La corrida
La ciudad vivió un par de semanas de fiestas locales, algo que la mayoría de los madrileños ha ignorado. Lo notamos en el aumento, apenas perceptible, de la descompuesta circulación por las vías urbanas. Un día determinado se produjo el socavón -apenas cuatro o cinco metros de diámetro- en una de las carreteras de circunvalación y ello tuvo inmediato efecto en el tráfico, hasta zonas muy alejadas, como esa piedra lanzada en medio de las aguas tranquilas, que tienen por frontera las orillas, con un eco desmesurado. Como la propagación de un terremoto cuya resonancia alcanza remotos lugares, disociando el efecto de la causa; o el organismo vivo, que siente, con mayor o menor intensidad, el golpe o el daño en alguna de sus partes. Alguien dijo, refiriéndose a nuestro cuerpo, que suponemos sano cuando cada día algo nos duele en un sitio distinto.
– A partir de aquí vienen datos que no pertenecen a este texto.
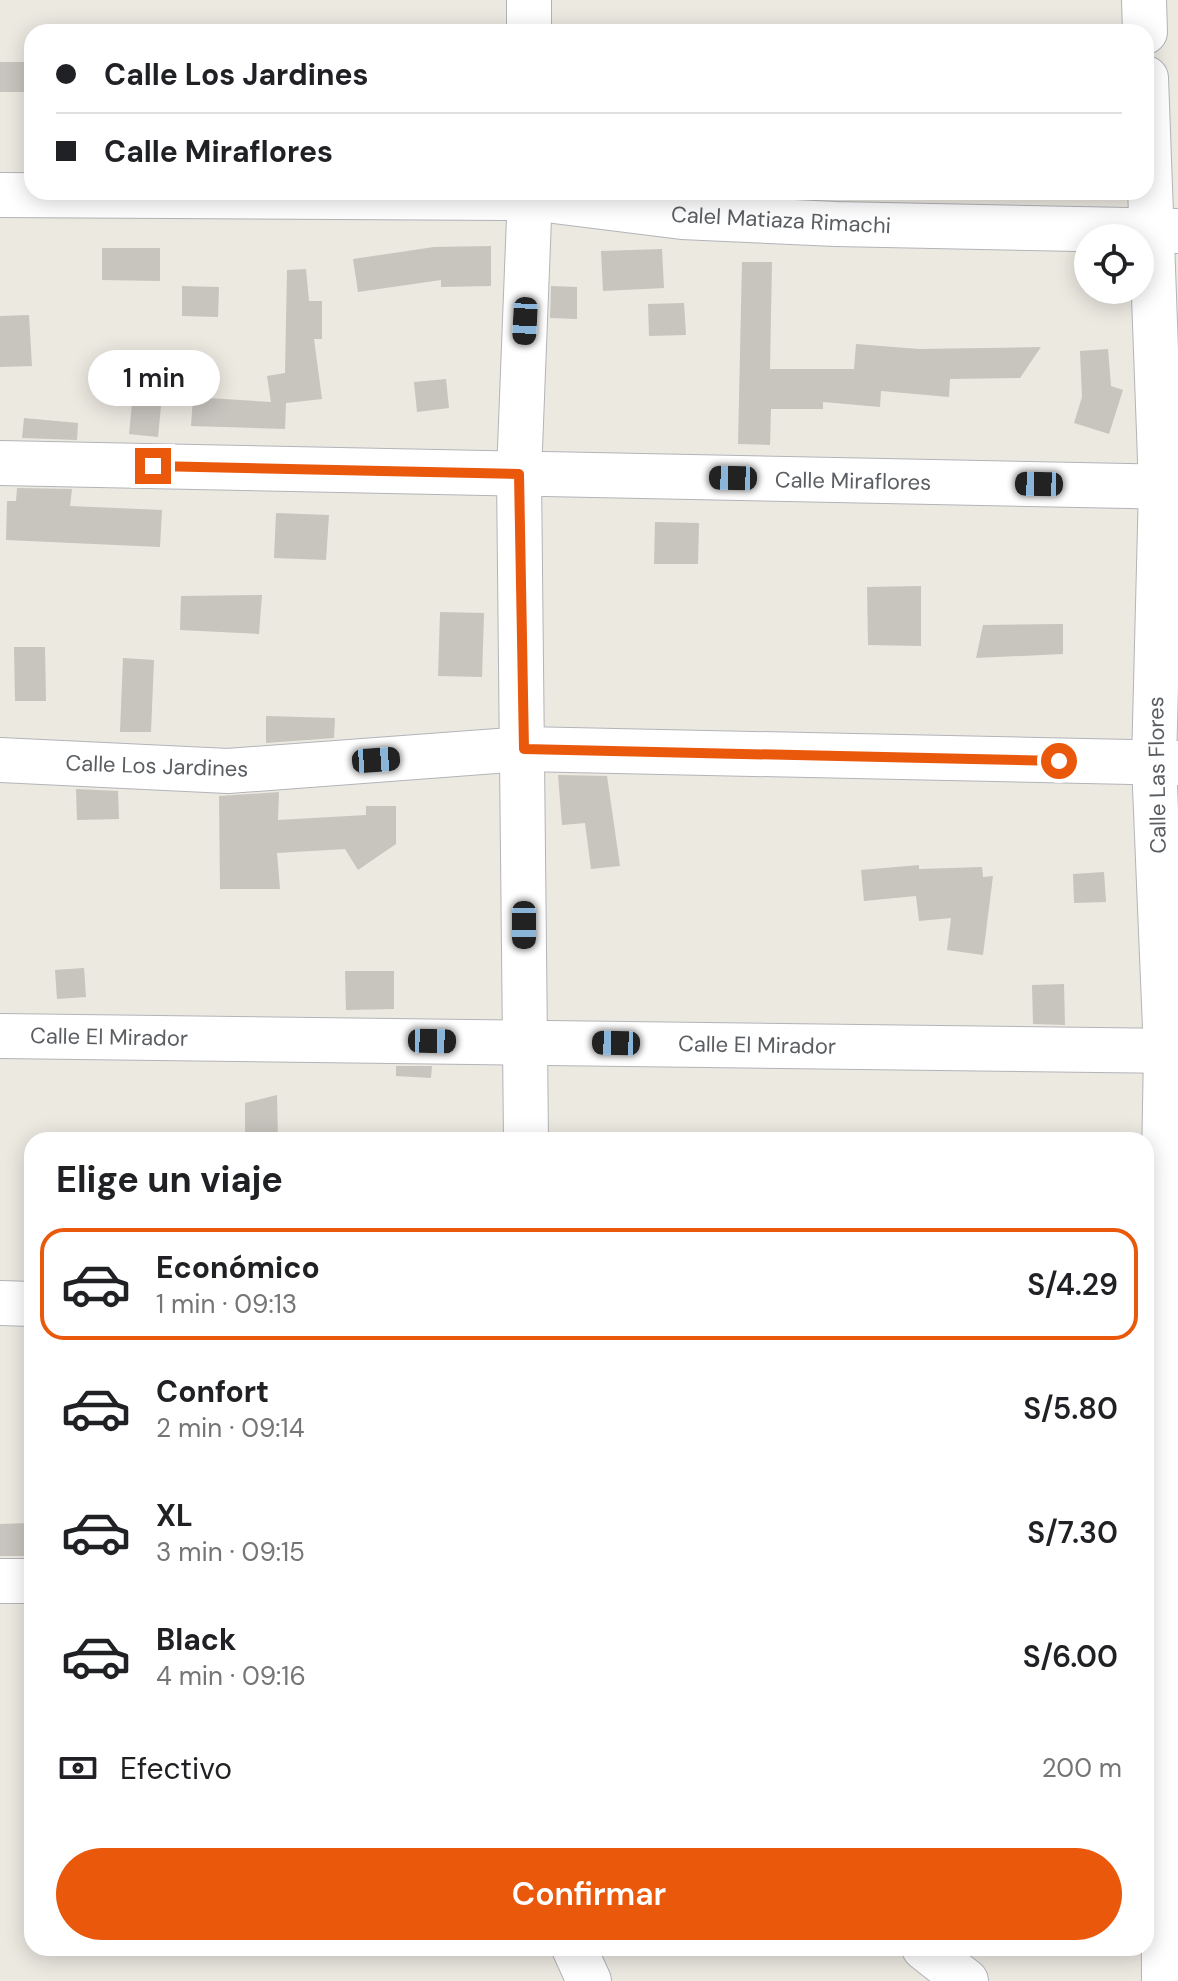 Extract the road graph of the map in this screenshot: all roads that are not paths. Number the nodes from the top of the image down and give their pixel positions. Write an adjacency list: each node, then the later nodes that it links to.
1 (529, 0): 3 (street)
2 (1144, 0): 4 (street)
3 (529, 24)
4 (1145, 24)
5 (1154, 146): 10 (street, Calle Las Flores)
6 (0, 195): 7 (street, Calel Matiaza Rimachi)
7 (24, 195)
8 (530, 200): 12 (street)
9 (565, 200): 10 (street, Calel Matiaza Rimachi)
10 (1164, 231): 13 (street, Calle Las Flores)
11 (0, 463): 12 (street, Calle Miraflores)
12 (519, 474): 13 (street, Calle Miraflores); 14 (street)
13 (1169, 487): 16 (street, Calle Las Flores)
14 (524, 749): 15 (street, Calle Los Jardines); 16 (street, Calle Los Jardines); 18 (street)
15 (0, 760)
16 (1166, 763): 19 (street, Calle Las Flores)
17 (0, 1036): 18 (street, Calle El Mirador)
18 (524, 1042): 19 (street, Calle El Mirador); 20 (street)
19 (1172, 1052): 23 (street, Calle Las Flores)
20 (526, 1132)
21 (0, 1303): 22 (street)
22 (24, 1304)
23 (1162, 1323): 26 (street, Calle Las Flores)
24 (0, 1581): 25 (street)
25 (24, 1581)
26 (1162, 1588): 27 (street, Calle Las Flores)
27 (1172, 1857): 32 (street, Calle Las Flores)
28 (578, 1956): 30 (street)
29 (934, 1956): 31 (street)
30 (589, 1981)
31 (966, 1981)
32 (1164, 1981)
Tal es la gran urbe, un enorme tejido único compuesto por millones de células independientes, o que se lo creen. Llega la onda a cada resquicio, aunque las supuestas terminales no identifiquen el epicentro. Sabemos que hubo fiestas por indicios: porque muchos restaurantes, hoteles y lugares de reunión albergan mayor número de gente, porque las calles se ven atestadas de vehículos y el embotellamiento de un sector afecta a los más alejados. No las anuncian la flauta y el tambor, ni la trompeta del pregonero y las autoridades municipales y autonómicas se empeñen. El aborigen, el nativo tiene su afán de cada día y ya pueden confeccionar el más complicado programa, que lo popular y notorio son las corridas de toros, desde el 11 de mayo al 4 de junio.
Sólo hay dos fuera de abono, la última y la del pasado 26, la de la Prensa, la única a la que asistí, por consideración de nuestra asociación con los periodistas ancianos. Ya desde Manuel Becerra se contempla la riada de gente que baja hasta la plaza, copando la explanada donde se encuentra. Por las nueve puertas entran los aficionados, entre los que se cuentan, cada vez en mayor número, las mujeres, que van en grupo, en parejas, o solas a contemplar el espectáculo.
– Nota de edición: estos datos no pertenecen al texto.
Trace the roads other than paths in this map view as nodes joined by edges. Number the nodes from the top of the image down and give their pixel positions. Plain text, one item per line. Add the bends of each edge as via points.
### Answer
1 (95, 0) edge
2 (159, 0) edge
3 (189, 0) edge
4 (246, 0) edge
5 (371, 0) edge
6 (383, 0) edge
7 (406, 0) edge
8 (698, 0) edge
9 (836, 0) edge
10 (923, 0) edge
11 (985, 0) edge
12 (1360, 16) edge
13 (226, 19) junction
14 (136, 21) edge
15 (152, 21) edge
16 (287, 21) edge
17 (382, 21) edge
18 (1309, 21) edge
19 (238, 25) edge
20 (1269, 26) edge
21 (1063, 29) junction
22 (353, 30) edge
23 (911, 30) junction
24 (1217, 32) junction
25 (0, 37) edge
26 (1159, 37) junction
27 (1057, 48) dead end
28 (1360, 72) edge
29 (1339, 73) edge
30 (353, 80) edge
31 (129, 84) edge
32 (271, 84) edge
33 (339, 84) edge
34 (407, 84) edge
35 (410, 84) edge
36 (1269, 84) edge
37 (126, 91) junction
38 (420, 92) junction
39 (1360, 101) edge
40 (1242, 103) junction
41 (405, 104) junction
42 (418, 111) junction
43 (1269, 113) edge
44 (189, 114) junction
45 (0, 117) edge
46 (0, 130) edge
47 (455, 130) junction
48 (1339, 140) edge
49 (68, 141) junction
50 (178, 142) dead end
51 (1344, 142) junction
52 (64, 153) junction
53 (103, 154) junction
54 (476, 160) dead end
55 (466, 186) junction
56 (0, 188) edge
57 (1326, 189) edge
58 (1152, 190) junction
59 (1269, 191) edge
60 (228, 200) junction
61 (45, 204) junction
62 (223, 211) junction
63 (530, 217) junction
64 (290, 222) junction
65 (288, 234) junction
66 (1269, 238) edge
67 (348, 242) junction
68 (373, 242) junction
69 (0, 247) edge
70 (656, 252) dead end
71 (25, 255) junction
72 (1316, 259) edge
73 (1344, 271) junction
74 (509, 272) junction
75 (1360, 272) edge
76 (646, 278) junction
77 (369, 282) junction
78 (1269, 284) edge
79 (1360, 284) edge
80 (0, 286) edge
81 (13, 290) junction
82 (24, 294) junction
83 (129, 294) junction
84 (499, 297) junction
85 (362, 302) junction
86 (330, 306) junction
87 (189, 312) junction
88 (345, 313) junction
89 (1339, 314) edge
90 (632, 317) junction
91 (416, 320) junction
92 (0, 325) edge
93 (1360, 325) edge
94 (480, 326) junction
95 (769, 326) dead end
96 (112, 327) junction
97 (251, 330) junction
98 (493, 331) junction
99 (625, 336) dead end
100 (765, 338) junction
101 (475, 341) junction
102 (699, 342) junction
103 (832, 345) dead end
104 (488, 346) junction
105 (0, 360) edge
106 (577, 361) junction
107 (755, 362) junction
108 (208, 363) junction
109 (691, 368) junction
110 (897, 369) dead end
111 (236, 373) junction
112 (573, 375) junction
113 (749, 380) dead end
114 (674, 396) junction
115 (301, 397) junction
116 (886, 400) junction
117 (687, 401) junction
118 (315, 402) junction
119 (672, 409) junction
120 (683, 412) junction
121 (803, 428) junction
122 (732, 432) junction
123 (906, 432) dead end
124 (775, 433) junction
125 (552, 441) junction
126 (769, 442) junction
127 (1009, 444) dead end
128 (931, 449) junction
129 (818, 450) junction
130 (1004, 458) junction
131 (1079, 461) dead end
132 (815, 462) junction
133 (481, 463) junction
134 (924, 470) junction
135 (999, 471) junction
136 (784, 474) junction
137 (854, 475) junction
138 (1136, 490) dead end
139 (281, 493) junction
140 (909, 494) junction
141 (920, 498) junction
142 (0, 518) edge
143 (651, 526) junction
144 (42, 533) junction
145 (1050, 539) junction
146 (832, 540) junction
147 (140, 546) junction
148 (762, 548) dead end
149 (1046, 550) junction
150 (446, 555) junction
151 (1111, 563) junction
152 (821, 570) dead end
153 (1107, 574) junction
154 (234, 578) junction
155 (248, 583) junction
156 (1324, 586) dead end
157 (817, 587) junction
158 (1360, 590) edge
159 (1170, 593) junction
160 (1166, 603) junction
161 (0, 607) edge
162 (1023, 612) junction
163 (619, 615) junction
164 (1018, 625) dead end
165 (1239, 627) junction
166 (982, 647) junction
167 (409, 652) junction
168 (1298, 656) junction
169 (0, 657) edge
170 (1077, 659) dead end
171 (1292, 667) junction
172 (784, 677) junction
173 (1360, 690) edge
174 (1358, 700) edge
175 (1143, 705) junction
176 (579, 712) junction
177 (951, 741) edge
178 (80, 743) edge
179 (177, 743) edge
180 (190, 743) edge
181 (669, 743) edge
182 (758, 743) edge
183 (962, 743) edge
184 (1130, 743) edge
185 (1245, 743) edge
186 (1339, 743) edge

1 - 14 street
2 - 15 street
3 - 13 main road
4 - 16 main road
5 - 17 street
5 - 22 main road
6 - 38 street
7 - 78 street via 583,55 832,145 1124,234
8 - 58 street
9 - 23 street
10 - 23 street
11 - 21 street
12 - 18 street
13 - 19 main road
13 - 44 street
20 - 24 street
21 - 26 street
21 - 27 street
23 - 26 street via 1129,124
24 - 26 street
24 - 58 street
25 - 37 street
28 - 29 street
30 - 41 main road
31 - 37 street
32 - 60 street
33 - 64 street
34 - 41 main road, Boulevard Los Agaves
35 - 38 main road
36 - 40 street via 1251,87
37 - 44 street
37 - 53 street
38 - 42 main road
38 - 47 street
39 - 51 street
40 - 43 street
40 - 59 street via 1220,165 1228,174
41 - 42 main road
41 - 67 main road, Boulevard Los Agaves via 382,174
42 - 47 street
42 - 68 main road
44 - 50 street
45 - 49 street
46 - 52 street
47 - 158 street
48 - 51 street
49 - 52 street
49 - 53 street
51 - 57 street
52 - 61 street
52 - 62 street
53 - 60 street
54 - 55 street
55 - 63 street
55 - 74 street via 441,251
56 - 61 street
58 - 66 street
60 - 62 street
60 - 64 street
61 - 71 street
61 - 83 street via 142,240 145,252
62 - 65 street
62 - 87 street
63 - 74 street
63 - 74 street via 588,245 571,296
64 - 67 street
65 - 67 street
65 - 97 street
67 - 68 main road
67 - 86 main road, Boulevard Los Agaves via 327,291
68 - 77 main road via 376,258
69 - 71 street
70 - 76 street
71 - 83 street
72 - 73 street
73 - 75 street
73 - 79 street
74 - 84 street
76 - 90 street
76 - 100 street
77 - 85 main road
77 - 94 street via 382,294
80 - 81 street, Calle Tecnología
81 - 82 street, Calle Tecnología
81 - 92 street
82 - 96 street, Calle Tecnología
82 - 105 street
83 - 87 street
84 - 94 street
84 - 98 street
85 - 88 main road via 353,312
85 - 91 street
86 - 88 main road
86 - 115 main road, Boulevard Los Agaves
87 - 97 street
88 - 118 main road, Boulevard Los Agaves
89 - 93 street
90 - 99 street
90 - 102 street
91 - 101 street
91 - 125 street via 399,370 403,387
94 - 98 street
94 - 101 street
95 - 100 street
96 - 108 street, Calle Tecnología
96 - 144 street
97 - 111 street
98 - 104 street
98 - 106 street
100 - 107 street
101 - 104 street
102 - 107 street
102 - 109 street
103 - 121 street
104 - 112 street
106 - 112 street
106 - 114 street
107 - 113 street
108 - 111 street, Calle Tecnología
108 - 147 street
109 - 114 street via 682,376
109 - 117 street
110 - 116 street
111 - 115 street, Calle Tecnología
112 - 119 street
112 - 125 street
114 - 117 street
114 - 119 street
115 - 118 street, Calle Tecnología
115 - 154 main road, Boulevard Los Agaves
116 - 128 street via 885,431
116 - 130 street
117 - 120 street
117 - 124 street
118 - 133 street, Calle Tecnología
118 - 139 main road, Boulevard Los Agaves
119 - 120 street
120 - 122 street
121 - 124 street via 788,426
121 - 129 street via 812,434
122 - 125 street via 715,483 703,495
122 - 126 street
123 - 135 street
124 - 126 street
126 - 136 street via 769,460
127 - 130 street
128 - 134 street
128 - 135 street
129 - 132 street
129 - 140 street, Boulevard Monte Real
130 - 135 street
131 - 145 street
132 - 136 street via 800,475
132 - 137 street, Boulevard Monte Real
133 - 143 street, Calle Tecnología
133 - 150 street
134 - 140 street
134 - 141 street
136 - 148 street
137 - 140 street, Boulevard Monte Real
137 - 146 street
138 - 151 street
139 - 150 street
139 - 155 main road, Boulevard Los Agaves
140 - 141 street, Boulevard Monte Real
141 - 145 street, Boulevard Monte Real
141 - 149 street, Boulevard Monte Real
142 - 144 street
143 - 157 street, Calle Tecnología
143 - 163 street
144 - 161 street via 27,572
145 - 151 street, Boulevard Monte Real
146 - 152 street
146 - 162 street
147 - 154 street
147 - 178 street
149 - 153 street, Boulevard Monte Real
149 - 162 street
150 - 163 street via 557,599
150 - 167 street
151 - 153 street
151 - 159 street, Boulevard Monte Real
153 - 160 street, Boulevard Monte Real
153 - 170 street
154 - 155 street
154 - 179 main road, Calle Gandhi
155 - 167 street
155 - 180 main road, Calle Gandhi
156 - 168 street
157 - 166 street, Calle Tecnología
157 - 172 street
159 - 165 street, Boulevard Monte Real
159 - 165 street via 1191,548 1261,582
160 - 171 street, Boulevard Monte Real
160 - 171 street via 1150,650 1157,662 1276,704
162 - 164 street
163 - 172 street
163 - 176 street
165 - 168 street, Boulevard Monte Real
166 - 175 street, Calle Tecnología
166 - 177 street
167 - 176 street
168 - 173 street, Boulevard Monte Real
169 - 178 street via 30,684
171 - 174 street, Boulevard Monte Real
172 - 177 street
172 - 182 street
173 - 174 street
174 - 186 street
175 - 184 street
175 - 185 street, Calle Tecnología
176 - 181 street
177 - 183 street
Me gustan los toros como idea, como distracción y ceremonia, como torneo de valor y habilidades. También es hermoso el panorama de una apretada muchedumbre multicolor y veraniega que, al menos aquel día, colmaba a rebosar el recinto. Aún está el ruedo vacío y sobre la talanquera del 9 cuelgan, primorosamente doblados, los doce capotes de faena, que van a sustituir a los de paseo. Es la premonición. Sin apenas conocimientos superficiales, voy enhebrando observaciones: tres toreros, nueve banderilleros y vamos contando nueve monosabios, nueve areneros. Un toro ha sido devuelto a los corrales y salen, relucientes y rubios, nueve cabestros que se llevan mansamente al bicho para que lo acabe el matarife. Parece que el número mágico de la fiesta es el tres y sus múltiplos. Tres son los avisos para el diestro moroso. El sortilegio se quiebra con los picadores, hasta que advertimos que son dos, pero salen tres veces. El ritual es de sobra conocido para el buen aficionado y aviva la sorpresa del neófito.
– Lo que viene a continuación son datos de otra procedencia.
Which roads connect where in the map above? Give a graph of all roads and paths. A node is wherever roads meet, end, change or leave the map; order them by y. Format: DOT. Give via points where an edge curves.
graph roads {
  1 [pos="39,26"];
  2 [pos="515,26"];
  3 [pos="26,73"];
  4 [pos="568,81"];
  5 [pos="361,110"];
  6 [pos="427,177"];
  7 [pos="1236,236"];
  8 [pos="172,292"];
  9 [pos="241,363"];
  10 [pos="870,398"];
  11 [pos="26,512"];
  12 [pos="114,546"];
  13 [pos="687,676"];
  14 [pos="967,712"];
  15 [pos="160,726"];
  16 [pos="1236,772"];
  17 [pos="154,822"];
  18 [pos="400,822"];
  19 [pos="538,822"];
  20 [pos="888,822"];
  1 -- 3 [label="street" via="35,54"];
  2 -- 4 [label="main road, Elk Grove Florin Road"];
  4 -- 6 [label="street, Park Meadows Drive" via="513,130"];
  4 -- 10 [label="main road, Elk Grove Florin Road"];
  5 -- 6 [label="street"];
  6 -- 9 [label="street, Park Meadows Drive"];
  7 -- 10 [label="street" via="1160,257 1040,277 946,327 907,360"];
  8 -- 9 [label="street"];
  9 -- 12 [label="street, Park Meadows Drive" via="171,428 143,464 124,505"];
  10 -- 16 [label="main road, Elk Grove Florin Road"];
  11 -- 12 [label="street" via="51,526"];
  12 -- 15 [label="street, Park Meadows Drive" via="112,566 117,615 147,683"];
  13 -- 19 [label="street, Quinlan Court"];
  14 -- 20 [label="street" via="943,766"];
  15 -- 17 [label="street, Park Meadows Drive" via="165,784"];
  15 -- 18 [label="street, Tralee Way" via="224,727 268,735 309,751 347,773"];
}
A lo largo de la tarde hierve el rumor de la muchedumbre que sólo suspende el aliento cuando en el ruedo se hace presente el mayor riesgo. Durante unos segundos cesa el ruido y casi se escucha el choque del viento contra la muleta, a la hora de la verdad y el resoplido del toro. Aquel día caluroso, noté que los miles de abanicos que aleteaban bajo la canícula detenían su vaivén, pero enseguida se recupera un resuello de la muchedumbre, incluso repican algunos teléfonos móviles. Con el rabillo del ojo contemplaba el comportamiento gregario y el próximo. Dos gradas más abajo, un individuo ha encendido un cigarro puro, de la medida exacta para que durase hasta el último segundo, ahumando a su resignada pareja y a cuantos estábamos alrededor. Pienso que algún día habrá corridas para no fumadores. En el redondel el astado escarba y gazapea, produciendo la protesta casi inmediata de quienes ejercen el privilegio de protestar como algo incluido en el precio de la entrada. Inútil el derecho al pataleo sobre un suelo de granito. Por fin, lo que no debe faltar en corrida alguna: un toro es devuelto al corral, entre la satisfacción de los protestantes, supongo porque es un acto de participación directa del público, como su contrapartida, la concesión de la oreja. Pienso que sólo hay otro secreto deleite: que el animal salte la barrera y despeje el poblado callejón.